Tuesday, April 29, 2014

DTK: Concluding Thoughts

So, we’ve finally finished Desiring the Kingdom.  (Actually if you really want to know, I finished it over a month ago because I was chomping at the bit to move on to something else. J)  It’s been an interesting journey, to say the least.   I had high hopes for this book since I think Smith raises some crucial questions…questions that everyone really ought to consider whether or not they are involved in the field of education.  Considering the whole person and how our habits and practices affect our whole person is important.  For parents and teachers, considering not only the content but also the method of our instruction and the message that sends to our students is important.  Unfortunately, the book fell a little flat for me.  I didn’t particularly care for Smith’s writing style, nor did I agree with him in many places, especially on some points of theology.   I can’t say that I would recommend the book especially given that there are other resources out there that are more helpful and more encouraging to help us to explore similar ideas.  Nevertheless, I can say that I’m glad that I went ahead and finished the whole thing.   Here are a few thoughts that I am taking away from this study:
This was the first time that I’ve participated in an online, blog-based book study like this and I appreciated the format – I think especially because this turned out to be a challenging book that was a bit of a slog at points.  I appreciated being able to bounce thoughts and ideas off of others who were wrestling with the same points and being able to hear their take on them.  It also provided the accountability that I needed to finish to the end – I may not have otherwise.  So thanks, ladies, for making this a rewarding experience even though the book itself was a bit disappointing.
I came away from this book with the sense that I need to go back and soak myself in Charlotte Mason for a while.  Many of the positive points made in this book echoed her ideas very strongly, only she said them better. J I have the sense that if we want to practice the kind of education that Smith is proposing, following CM principles gives us a good road map for doing so.  Time to get back to the roots. 
I have found myself considering more seriously the role of practices in formation – the fact that sometimes even the littlest, most benign practices can have a tremendous shaping influence.   That our method of education says as much or more as the content of our lessons.  We’ve already made some tweaks to the way we do things around here, and I’m sure there will be more to come.
One idea that wasn’t ever mentioned in the book, but that I came to realize as we’ve considered these ideas over the past couple months is that routines give us a framework to hang habit development and character training from.  I mentioned here how we made some adjustments to our evening routine and how that has made working on smaller habits like table manners, cleaning up quickly and cheerfully, and so on much more manageable.  Chaos is more controlled, and the opportunity to practice these habits are naturally built into the day.  I don’t do well with character/habit training treated as a special project or school subject  - the opportunity to work on habits really needs to be ingrained in our day if it’s going to have any kind of sustainability around here.   I’m playing around with our morning routine now to see how we can make similar adjustments there.
Another idea I’ve found myself thinking about a lot is the idea of counter-formation.   If we want our children (or our students or ourselves) to be able to resist being formed by the negative ‘liturgies’ of secular culture, it’s not enough to tell them what not to do or remove their exposure to those things.  (Besides – no matter how much we try to shelter our kids, we can’t protect them from everything, and someday they will grow up and it will no longer be our job to shelter them anyhow.)  It’s important to fill the gap made by those things with something better – something that will have a “counter-formational” effect.   Charlotte Mason talks about replacing bad habits with good ones, and I’m beginning to think that perhaps this principle can apply to ideas and influences as well.
And that’s all folks. J 


  1. Great final post, Jen!

    I haven't had a chance to write mine yet, but I sure appreciated YOUR participation. It was nice to have new faces in the book club this time around. :) I love your point about hanging habits and character on the form of routine. I totally agree. When I was young and single and apt to make a quick judgment of parenting (because I didn't understand it ha!), it was so easy to think that this child over here is acting like that because she simply needs more discipline. But now I see that the whole lifestyle of chaos in a lot of families is not so easily unwound. Without the routines, there is no place to hang anything!
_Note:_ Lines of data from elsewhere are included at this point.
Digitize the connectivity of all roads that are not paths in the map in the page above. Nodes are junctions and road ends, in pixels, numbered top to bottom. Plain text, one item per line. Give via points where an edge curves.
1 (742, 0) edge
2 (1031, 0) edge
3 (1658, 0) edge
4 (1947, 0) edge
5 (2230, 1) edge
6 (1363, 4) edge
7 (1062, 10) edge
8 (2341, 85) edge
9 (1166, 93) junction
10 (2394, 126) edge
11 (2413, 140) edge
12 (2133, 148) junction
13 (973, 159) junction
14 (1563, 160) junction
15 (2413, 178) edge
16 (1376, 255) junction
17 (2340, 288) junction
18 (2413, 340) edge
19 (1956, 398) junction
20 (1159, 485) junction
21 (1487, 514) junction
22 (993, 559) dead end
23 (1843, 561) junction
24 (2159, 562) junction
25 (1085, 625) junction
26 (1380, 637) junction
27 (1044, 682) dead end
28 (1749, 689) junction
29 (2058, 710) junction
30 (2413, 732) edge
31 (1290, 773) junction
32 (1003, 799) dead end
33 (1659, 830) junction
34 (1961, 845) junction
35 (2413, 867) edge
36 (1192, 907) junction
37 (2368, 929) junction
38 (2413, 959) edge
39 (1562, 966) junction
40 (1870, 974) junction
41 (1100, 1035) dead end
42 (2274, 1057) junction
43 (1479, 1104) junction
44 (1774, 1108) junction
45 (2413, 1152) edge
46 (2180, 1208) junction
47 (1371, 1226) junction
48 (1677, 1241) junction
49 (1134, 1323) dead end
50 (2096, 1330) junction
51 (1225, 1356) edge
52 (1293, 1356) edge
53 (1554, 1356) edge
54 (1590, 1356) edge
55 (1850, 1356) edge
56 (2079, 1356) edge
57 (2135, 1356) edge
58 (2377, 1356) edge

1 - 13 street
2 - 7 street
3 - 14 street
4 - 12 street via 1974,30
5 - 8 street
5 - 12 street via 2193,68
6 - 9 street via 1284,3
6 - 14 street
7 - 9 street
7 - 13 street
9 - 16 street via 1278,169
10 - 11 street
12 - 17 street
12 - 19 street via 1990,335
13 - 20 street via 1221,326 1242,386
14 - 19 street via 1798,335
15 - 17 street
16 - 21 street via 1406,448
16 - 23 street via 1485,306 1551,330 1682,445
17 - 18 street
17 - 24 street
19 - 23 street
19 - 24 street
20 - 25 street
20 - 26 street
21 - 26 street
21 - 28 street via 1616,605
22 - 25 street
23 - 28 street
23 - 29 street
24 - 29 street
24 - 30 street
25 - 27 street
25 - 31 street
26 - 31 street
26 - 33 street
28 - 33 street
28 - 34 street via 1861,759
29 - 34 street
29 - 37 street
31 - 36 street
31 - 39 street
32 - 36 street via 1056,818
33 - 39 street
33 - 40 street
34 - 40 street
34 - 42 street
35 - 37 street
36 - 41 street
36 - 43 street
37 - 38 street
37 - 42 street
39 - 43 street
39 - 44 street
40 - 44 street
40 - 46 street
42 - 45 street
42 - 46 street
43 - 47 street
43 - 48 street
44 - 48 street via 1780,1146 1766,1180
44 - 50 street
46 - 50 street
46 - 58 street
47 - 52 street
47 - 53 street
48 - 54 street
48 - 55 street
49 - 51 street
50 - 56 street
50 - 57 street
  2. Thanks Brandy! I'm not sure that I would have been able to crank out one.more.post on this book either except for that it sort of wrote itself as we went along as the dumping place for all the various thoughts that I thought that didn't fit somewhere else. :) And it's so true about the routines too - I find myself thinking now how I can order our day and activities in such a way that they help us with the habits we want to form rather than prevent them. Maybe that's a little thing that other people have figured out already, but it was sure akin to rocket science for me. :) I've always felt like find of a failure at habit training, but I think perhaps now I've found the key to make it work for us.

    Look forward to reading another book alongside you ladies again sometime!